BEGIN Source material

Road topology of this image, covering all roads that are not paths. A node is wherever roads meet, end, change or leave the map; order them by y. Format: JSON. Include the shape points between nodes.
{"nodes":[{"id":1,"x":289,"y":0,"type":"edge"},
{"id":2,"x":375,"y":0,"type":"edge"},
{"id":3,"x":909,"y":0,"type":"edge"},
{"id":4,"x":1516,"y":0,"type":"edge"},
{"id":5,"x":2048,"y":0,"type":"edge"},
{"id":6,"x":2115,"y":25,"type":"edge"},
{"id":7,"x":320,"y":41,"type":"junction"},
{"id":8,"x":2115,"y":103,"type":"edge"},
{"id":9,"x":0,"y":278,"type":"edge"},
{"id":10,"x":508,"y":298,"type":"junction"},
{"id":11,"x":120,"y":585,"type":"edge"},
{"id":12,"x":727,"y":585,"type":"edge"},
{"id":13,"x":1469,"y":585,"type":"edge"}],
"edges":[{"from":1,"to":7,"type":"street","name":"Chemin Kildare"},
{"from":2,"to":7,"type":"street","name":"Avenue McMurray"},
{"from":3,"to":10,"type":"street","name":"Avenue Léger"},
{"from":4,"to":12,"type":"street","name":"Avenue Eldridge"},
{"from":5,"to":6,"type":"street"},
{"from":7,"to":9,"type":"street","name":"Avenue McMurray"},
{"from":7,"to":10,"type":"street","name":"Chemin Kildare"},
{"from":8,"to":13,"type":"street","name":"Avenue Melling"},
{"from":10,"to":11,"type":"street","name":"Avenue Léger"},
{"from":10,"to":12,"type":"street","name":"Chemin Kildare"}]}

END Source material

> **Exercise aim**
Word for word, give the material above a second time.

> **Exercise output**
Road topology of this image, covering all roads that are not paths. A node is wherever roads meet, end, change or leave the map; order them by y. Format: JSON. Include the shape points between nodes.
{"nodes":[{"id":1,"x":289,"y":0,"type":"edge"},
{"id":2,"x":375,"y":0,"type":"edge"},
{"id":3,"x":909,"y":0,"type":"edge"},
{"id":4,"x":1516,"y":0,"type":"edge"},
{"id":5,"x":2048,"y":0,"type":"edge"},
{"id":6,"x":2115,"y":25,"type":"edge"},
{"id":7,"x":320,"y":41,"type":"junction"},
{"id":8,"x":2115,"y":103,"type":"edge"},
{"id":9,"x":0,"y":278,"type":"edge"},
{"id":10,"x":508,"y":298,"type":"junction"},
{"id":11,"x":120,"y":585,"type":"edge"},
{"id":12,"x":727,"y":585,"type":"edge"},
{"id":13,"x":1469,"y":585,"type":"edge"}],
"edges":[{"from":1,"to":7,"type":"street","name":"Chemin Kildare"},
{"from":2,"to":7,"type":"street","name":"Avenue McMurray"},
{"from":3,"to":10,"type":"street","name":"Avenue Léger"},
{"from":4,"to":12,"type":"street","name":"Avenue Eldridge"},
{"from":5,"to":6,"type":"street"},
{"from":7,"to":9,"type":"street","name":"Avenue McMurray"},
{"from":7,"to":10,"type":"street","name":"Chemin Kildare"},
{"from":8,"to":13,"type":"street","name":"Avenue Melling"},
{"from":10,"to":11,"type":"street","name":"Avenue Léger"},
{"from":10,"to":12,"type":"street","name":"Chemin Kildare"}]}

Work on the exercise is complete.